蒲月收拾着柜台,突然说:“那孩子身上有‘安抚者’的气息。”
“安抚者?”蒲泛星和郗泠觉同时问。
“一种特殊的人。”蒲月把零钱放进收银机,“能平复动物的焦虑,有时候也能平复人的。很少见,但确实存在。”
她顿了顿,看向郗泠觉:“你身上也有类似的气息,但不一样。你更像是……‘观察者和理解者’。”
郗泠觉的心跳漏了一拍。蒲月知道什么?
但蒲月没再说下去,只是笑了笑:“好了,该准备关店了。泛星,带泠觉去后面把明天的狗粮分装一下。暴暴的口粮要单独分,他吃的是处方粮。”
储藏室里,蒲泛星一边用勺子舀狗粮,一边说:“我姑姑有时候会说这种神神秘秘的话。别在意,她养动物久了,就会有些‘玄学理论’。”
“比如门铃有情绪?”郗泠觉帮她撑开袋子。
“对!”蒲泛星笑了,“还有比如,她说暴暴上辈子是个乐师,所以对音乐特别敏感。上次宠物店周年庆,我们放音乐,暴暴居然跟着节奏摇尾巴,一拍不差。”
她说着,哼起一首轻快的曲子。外面立刻传来暴暴尾巴拍打地板的声音,咚,咚咚,咚,完美卡上拍子。
“看吧。”蒲泛星得意地说。
分装完狗粮,她们回到前面。蒲月正在给动物们分发“关店前零食”——一种特制的、低糖的宠物饼干。

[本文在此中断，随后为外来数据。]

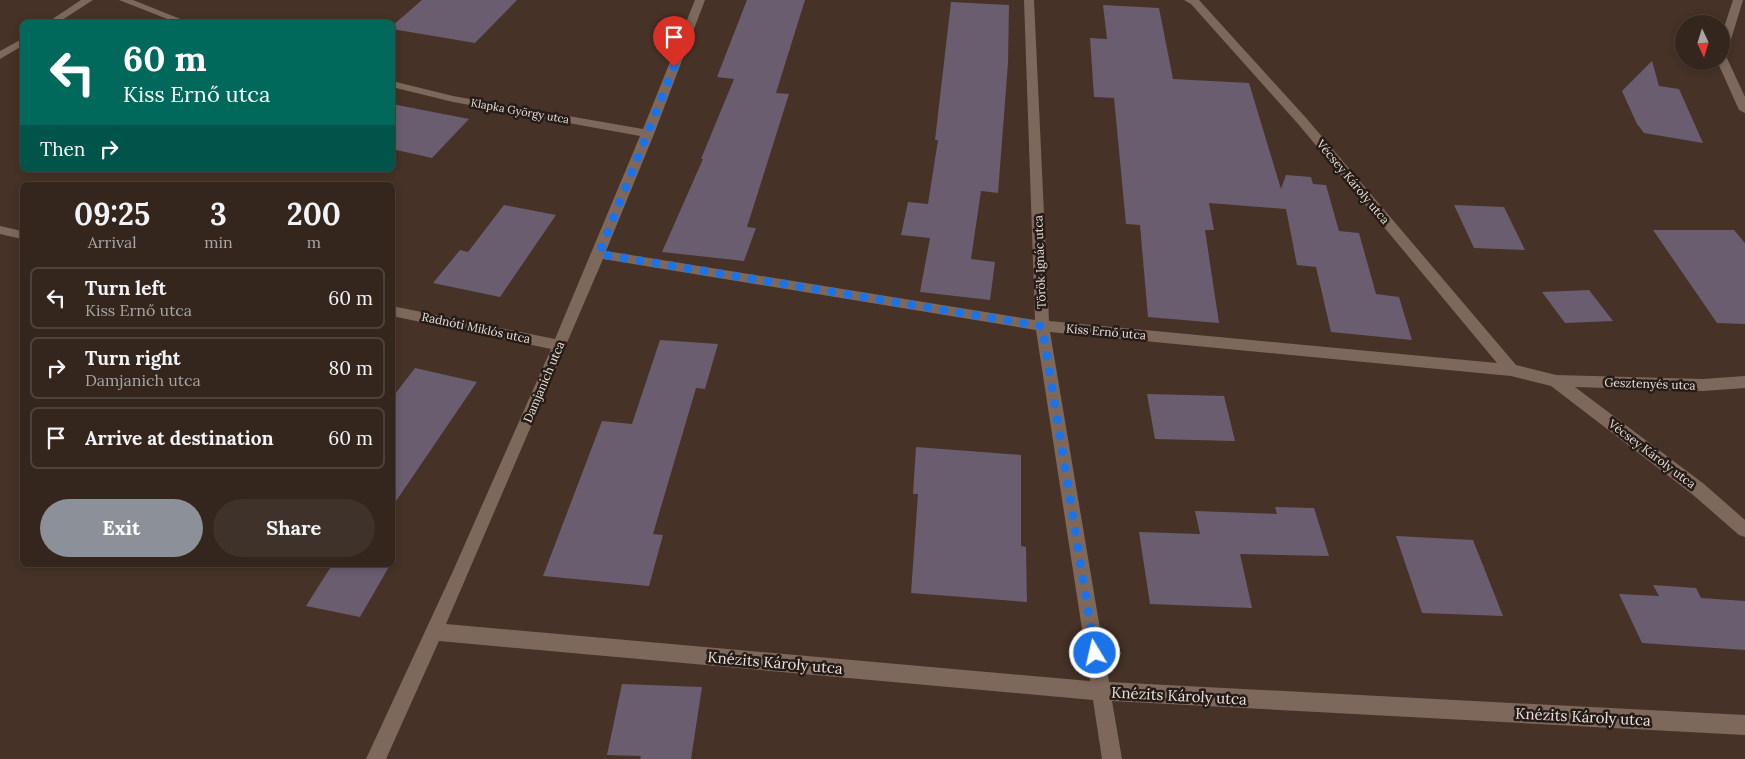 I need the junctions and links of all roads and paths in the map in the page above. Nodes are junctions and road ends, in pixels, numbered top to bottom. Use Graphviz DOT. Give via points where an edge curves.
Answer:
graph roads {
  1 [pos="88,0"];
  2 [pos="124,0"];
  3 [pos="700,0"];
  4 [pos="1029,0"];
  5 [pos="1189,0"];
  6 [pos="1738,0"];
  7 [pos="56,20"];
  8 [pos="178,20"];
  9 [pos="1730,26"];
  10 [pos="20,43"];
  11 [pos="0,56"];
  12 [pos="1727,70"];
  13 [pos="395,85"];
  14 [pos="1745,110"];
  15 [pos="648,134"];
  16 [pos="0,230"];
  17 [pos="20,235"];
  18 [pos="599,254"];
  19 [pos="395,312"];
  20 [pos="1042,326"];
  21 [pos="560,345"];
  22 [pos="1511,370"];
  23 [pos="1556,381"];
  24 [pos="1745,382"];
  25 [pos="1745,530"];
  26 [pos="435,632"];
  27 [pos="1101,692"];
  28 [pos="1745,725"];
  29 [pos="376,759"];
  30 [pos="1112,759"];
  1 -- 7 [label="street"];
  2 -- 8 [label="street"];
  3 -- 15 [label="street, Damjanich utca"];
  4 -- 20 [label="street, Török Ignác utca"];
  5 -- 22 [label="street, Vécsey Károly utca" via="1195,2 1303,122"];
  6 -- 9 [label="street"];
  10 -- 11 [label="street"];
  12 -- 14 [label="street"];
  13 -- 15 [label="street, Klapka György utca" via="453,99"];
  15 -- 18 [label="street, Damjanich utca"];
  16 -- 17 [label="street"];
  18 -- 20 [label="street, Kiss Ernő utca"];
  18 -- 21 [label="street, Damjanich utca"];
  19 -- 21 [label="street, Radnóti Miklós utca"];
  20 -- 22 [label="street, Kiss Ernő utca"];
  20 -- 27 [label="street, Török Ignác utca"];
  21 -- 26 [label="street, Damjanich utca"];
  22 -- 23 [label="street, Kiss Ernő utca"];
  23 -- 24 [label="street, Gesztenyés utca" via="1703,385"];
  23 -- 25 [label="street, Vécsey Károly utca" via="1698,489"];
  26 -- 27 [label="street, Knézits Károly utca"];
  26 -- 29 [label="street, Damjanich utca"];
  27 -- 28 [label="street, Knézits Károly utca"];
  27 -- 30 [label="street, Török Ignác utca"];
}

“每人一块,不许抢。”蒲月严肃地说,但眼睛里带着笑意。
暴暴得到最大的一块,叼着跑回自己的垫子。三只猫各自在安全距离内吃着自己的那份。话痨鹦鹉的零食挂在笼子里,他正在研究怎么用最优雅的方式取下来。越狱大师已经抱着饼干开始啃,同时还不忘用一只爪子研究笼子锁。
“好啦,关门前的例行检查。”蒲月拍拍手,“笼子锁好,水盆加满,窗户关紧,以及——”
她看向越狱大师:“确保某个小家伙没有藏任何越狱工具。”
她们三人开始分头检查。郗泠觉负责猫区。她检查猫爬架的稳固性,给水盆换水,整理散落的玩具。
在整理到强盗猫最喜欢的那个毛线球时,她发现球后面藏着什么东西——几颗瓜子,一颗猫零食,还有一张小纸条。
纸条上写着歪歪扭扭的字:“备用粮。勿动。强盗留。”
郗泠觉拿着纸条,看向强盗猫。那只虎斑猫正趴在窗台上,假装看风景,但耳朵朝她的方向微微转动。
“这是你的?”她问。
强盗猫没回头,但尾巴尖轻轻晃了一下。
“字写得不错。”郗泠觉评价。
猫的尾巴又晃了一下,这次有点得意。
她把纸条和“备用粮”放回原处。强盗猫这才回头看了她一眼,眼神里写着“算你识相”。
检查完毕,蒲月锁上收银机,关掉大部分灯,只留下门口一盏小夜灯。
“走吧,我请你们吃晚饭。”她说,“街角新开了家面馆,听说豚骨拉面很正宗。”
“姑姑万岁!”蒲泛星欢呼,“泠觉一起来吧?”
郗泠觉犹豫了一下。她原本计划回去工作,但看着蒲泛星期待的眼神,还有蒲月温和的笑容,拒绝的话说不出口。
“好。”她说。
“太好了!那我们把动物们安顿好就出发。”
最后的安顿工作包括:给暴暴盖好他的小毯子(狗坚持要有毯子),确认哲学家猫在窗台上的位置舒服,调整公主猫粉色小碗的角度,给强盗猫的毛线球放回原位,对话痨说晚安(否则他会一直说“晚安呢晚安呢”),以及最后——
和越狱大师进行每日谈判。
蒲月蹲在仓鼠笼前,严肃地说:“今晚不许越狱。明天给你新的迷宫玩具。”
越狱大师站起来,两只前爪搭在笼子上,黑眼睛看着她。
“他在讨价还价。”蒲泛星翻译,“说‘迷宫玩具加一颗花生’。”
“成交。”蒲月伸出手指,隔着笼子轻轻碰了碰仓鼠的小爪子,“但要说话算话。”
仓鼠点点头——真的点了点头,然后跑回窝里,开始整理他的储备粮。
“好了,谈判成功。”蒲月站起来,“走吧,我快饿扁了。”
锁店门时,天已经暗下来了。街道亮起暖黄色的路灯,远处能看见海港的灯光星星点点。空气里有晚餐的香气,混合着海风的微咸。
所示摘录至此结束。